Untuk contoh yang lebih “gila”, kita juga bisa menengok ke belakang, saat pergelaran MTV Video Music Awards (VMA) 2009. Kehebohan terjadi karena pidato Taylor Swift saat menerima hadiah disabotase oleh rapper Kanye West, yang melompat ke panggung begitu saja, menyerobot mikrofon dari tangan Swift dan dengan sengak mengatakan bahwa Beyoncé yang lebih pantas menang.
Apa yang dilakukan oleh para kolega di kantor kita, para narasumber laki-laki di dalam acara bincang-bincang, atau West pada Swift di VMA 2009, adalah bentuk dari diskriminasi gender yang dinamakan mansplaining.
Mansplaining adalah bentuk diskriminasi gender yang sistematis dan terlembaga, yang secara implisit mematok nilai yang lebih rendah dari suara perempuan.
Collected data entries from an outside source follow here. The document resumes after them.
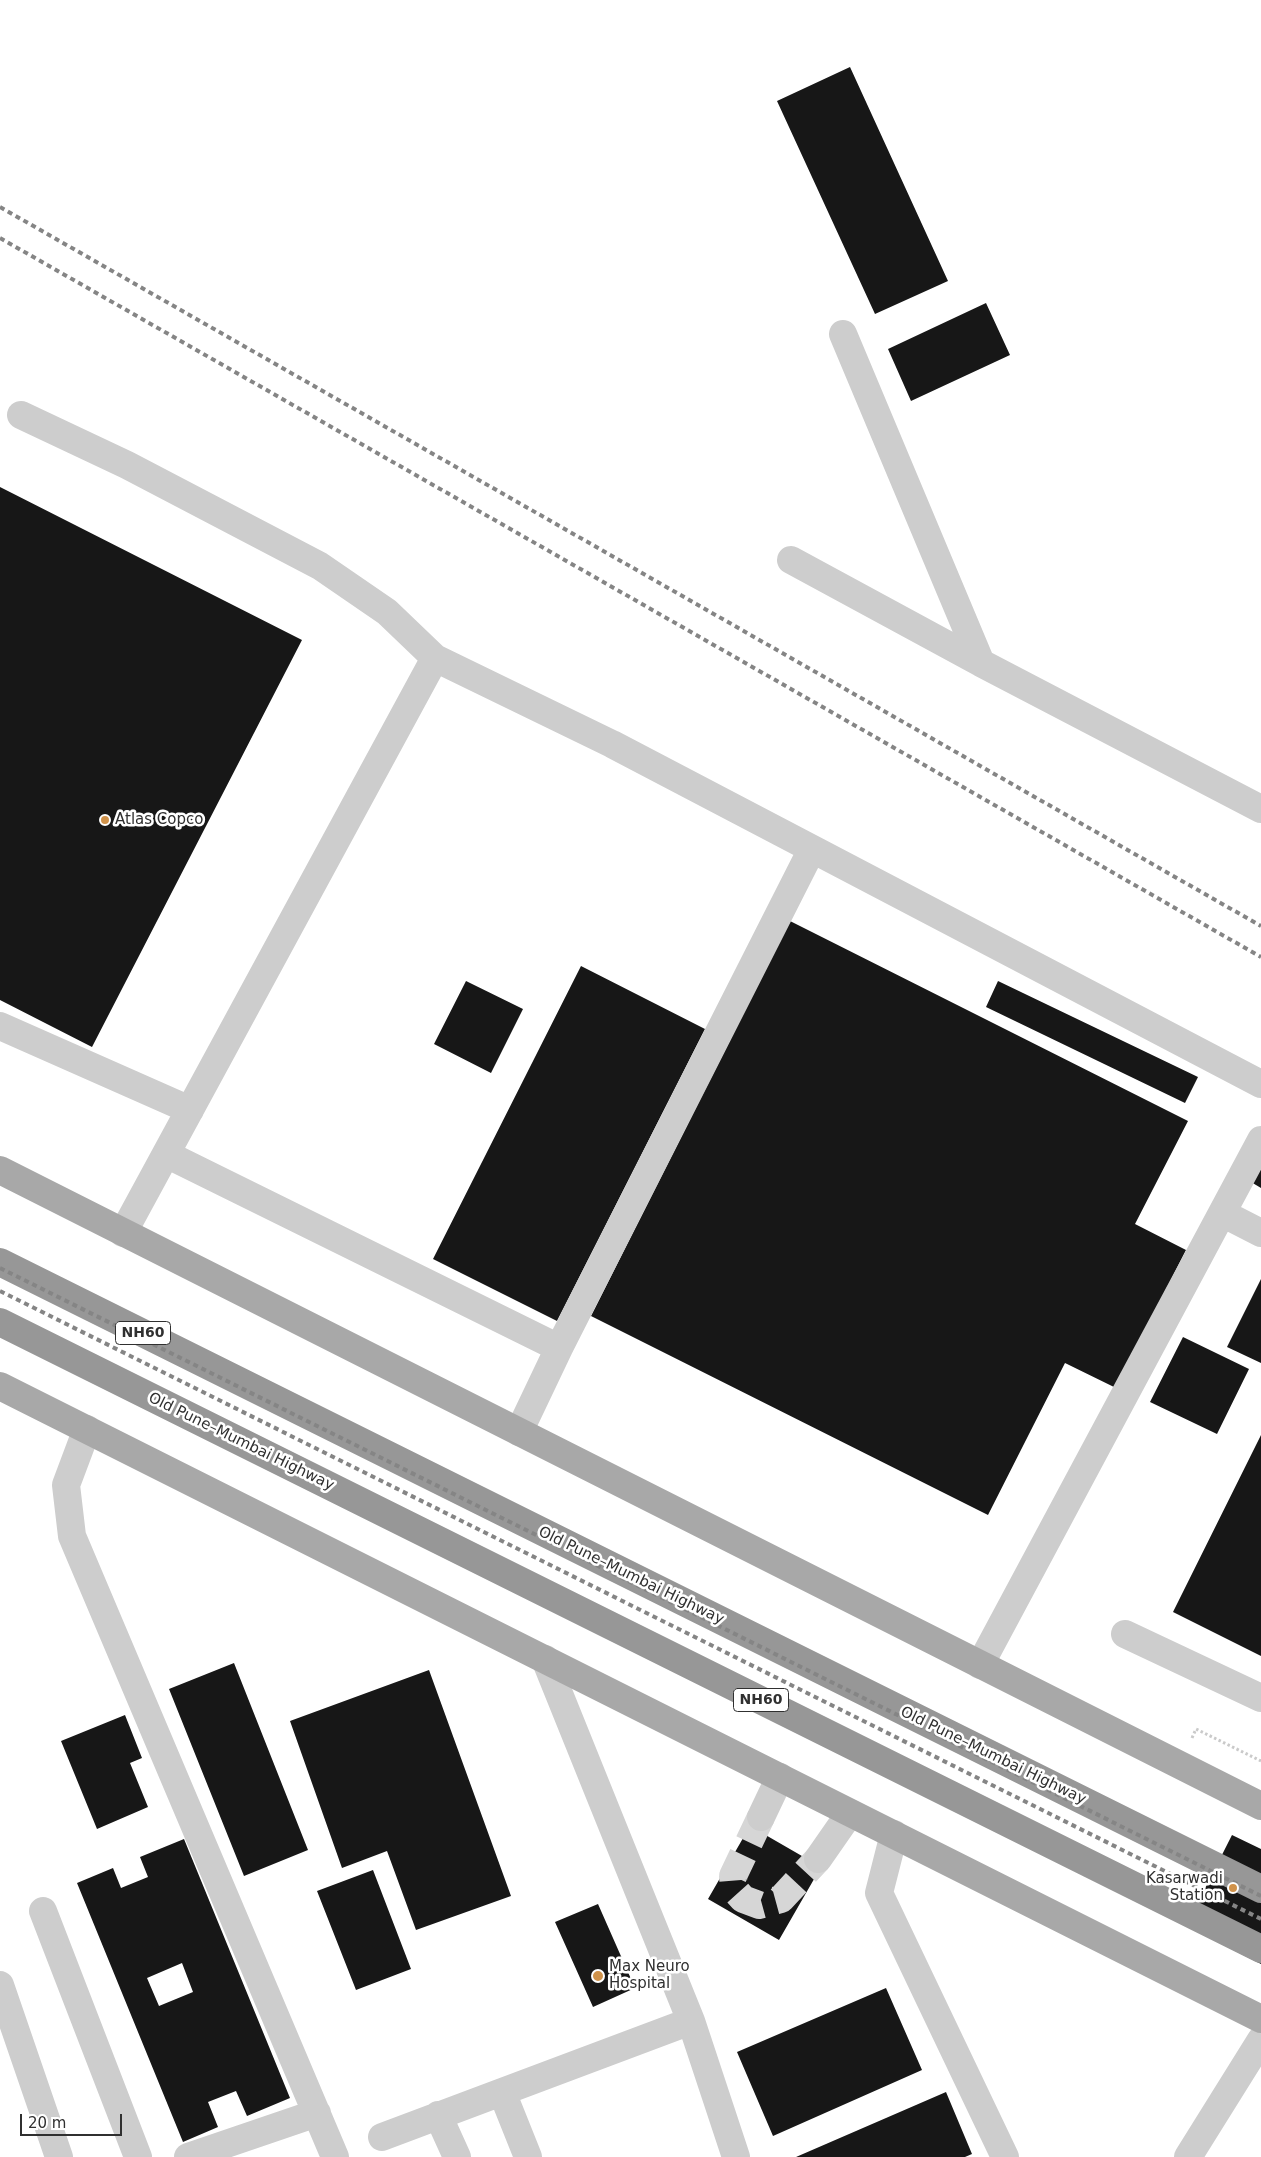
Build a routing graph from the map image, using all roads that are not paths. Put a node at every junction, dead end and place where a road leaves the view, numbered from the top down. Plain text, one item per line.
1 (842, 334) dead end
2 (21, 415) dead end
3 (791, 560) dead end
4 (435, 658) junction
5 (981, 663) junction
6 (1261, 809) edge
7 (812, 849) junction
8 (0, 1026) edge
9 (1261, 1084) edge
10 (190, 1110) junction
11 (1261, 1140) edge
12 (166, 1154) junction
13 (0, 1170) edge
14 (1222, 1213) junction
15 (124, 1233) junction
16 (1261, 1233) edge
17 (0, 1262) edge
18 (0, 1322) edge
19 (559, 1348) junction
20 (0, 1386) edge
21 (87, 1429) junction
22 (519, 1432) junction
23 (1125, 1634) dead end
24 (545, 1659) junction
25 (980, 1665) junction
26 (1261, 1698) edge
27 (780, 1777) junction
28 (1261, 1806) edge
29 (850, 1813) junction
30 (761, 1817) tunnel mouth
31 (894, 1834) junction
32 (818, 1859) tunnel mouth
33 (1261, 1889) edge
34 (42, 1911) dead end
35 (1261, 1949) edge
36 (0, 1985) edge
37 (1261, 2019) edge
38 (691, 2021) junction
39 (1261, 2040) edge
40 (502, 2092) junction
41 (317, 2113) junction
42 (438, 2115) junction
43 (382, 2137) dead end
44 (60, 2157) edge
45 (138, 2157) edge
46 (188, 2157) edge
47 (335, 2157) edge
48 (457, 2157) edge
49 (528, 2157) edge
50 (736, 2157) edge
51 (1006, 2157) edge
52 (1188, 2157) edge

1 - 5 street
2 - 4 street
3 - 5 street
4 - 7 street
4 - 10 street
5 - 6 street
7 - 9 street
7 - 19 street
8 - 10 street
10 - 12 street
11 - 14 street
12 - 15 street
12 - 19 street
13 - 15 main road
14 - 16 street
14 - 25 street
15 - 22 main road
17 - 33 highway, Old Pune–Mumbai Highway / NH60
18 - 35 highway, Old Pune–Mumbai Highway / NH60
19 - 22 street
20 - 21 main road
21 - 24 main road
21 - 41 street
22 - 25 main road
23 - 26 street
24 - 27 main road
24 - 38 street
25 - 28 main road
27 - 29 main road
27 - 30 street
29 - 31 main road
29 - 32 street
31 - 37 main road
31 - 51 street
34 - 45 street
36 - 44 street
38 - 40 street
38 - 50 street
39 - 52 street
40 - 42 street
40 - 49 street
41 - 46 street
41 - 47 street
42 - 43 street
42 - 48 street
Melalui tindakan mansplaining ini, laki-laki berbicara seolah-olah mereka tahu segalanya melebihi perempuan. Mereka akhirnya kerap memberikan komentar tanpa diminta lawan bicaranya dan meremehkan kemampuan juga pendapat perempuan.
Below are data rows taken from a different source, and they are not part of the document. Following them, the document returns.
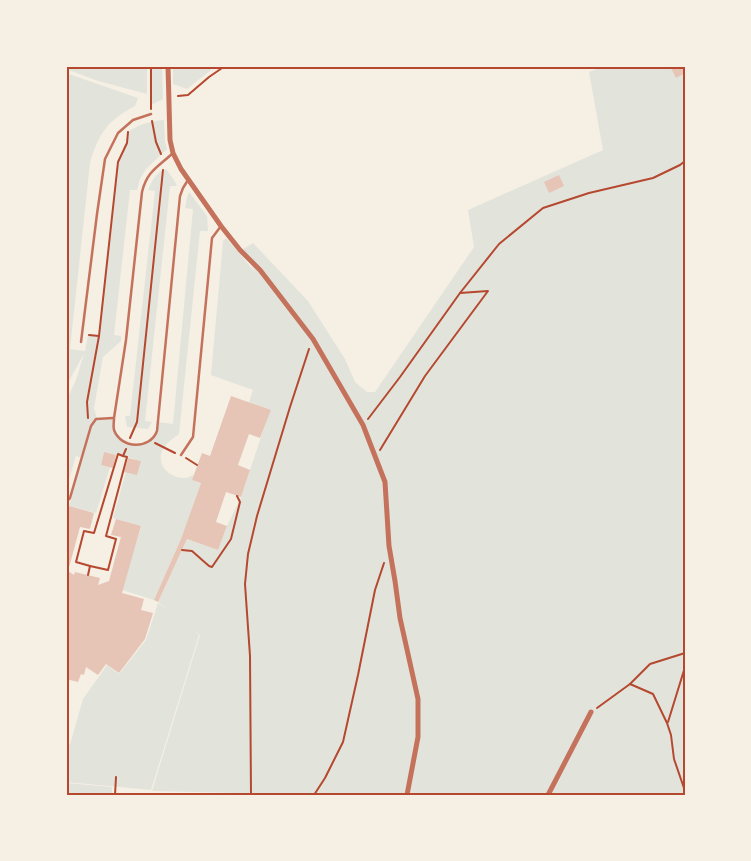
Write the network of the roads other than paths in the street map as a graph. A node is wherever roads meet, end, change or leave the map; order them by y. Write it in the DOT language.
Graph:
graph roads {
  1 [pos="168,66"];
  2 [pos="151,114"];
  3 [pos="173,153"];
  4 [pos="188,180"];
  5 [pos="221,226"];
  6 [pos="81,342"];
  7 [pos="114,418"];
  8 [pos="181,455"];
  9 [pos="66,502"];
  10 [pos="592,712"];
  11 [pos="407,795"];
  12 [pos="548,795"];
  1 -- 3 [label="street"];
  2 -- 6 [label="lane"];
  3 -- 4 [label="street"];
  3 -- 7 [label="lane"];
  4 -- 5 [label="street"];
  4 -- 7 [label="lane"];
  5 -- 8 [label="lane"];
  5 -- 11 [label="street"];
  7 -- 9 [label="lane"];
  10 -- 12 [label="street"];
}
Baca juga: ‘Glass Ceiling’ dan Faktor Lain yang Halangi Perempuan Naiki Jenjang Karier
Istilah mansplaining pertama kali digambarkan oleh penulis/aktivis Rebecca Solnit dalam esainya “Men Explain Things to Me—Facts Didn’t Get in the Way “. Solnit menganggap mansplaining sebagai kombinasi dari “kepercayaan diri berlebihan dan ketidaktahuan” karena secara kultural laki-laki selalu ditempatkan di posisi yang lebih superior. Unsur seksisme yang ada di dalam mansplaining sangatlah berbahaya bagi perempuan, karena sikap ini mengarah pada pengukuhan stereotip gender kaku sebagai dasar asumsinya. Stereotip gender kaku ini kerap melukis perempuan sebagai seseorang yang kurang kompeten, kurang cerdas, dan kurang berpendidikan dibandingkan laki-laki. Perempuan pun secara sistematis dipinggirkan dan dikecualikan di dalam proses pengambilan keputusan, tidak dianggap kontribusinya dalam melakukan sesuatu, bahkan tidak dihargai kerja keras atau pendapatnya.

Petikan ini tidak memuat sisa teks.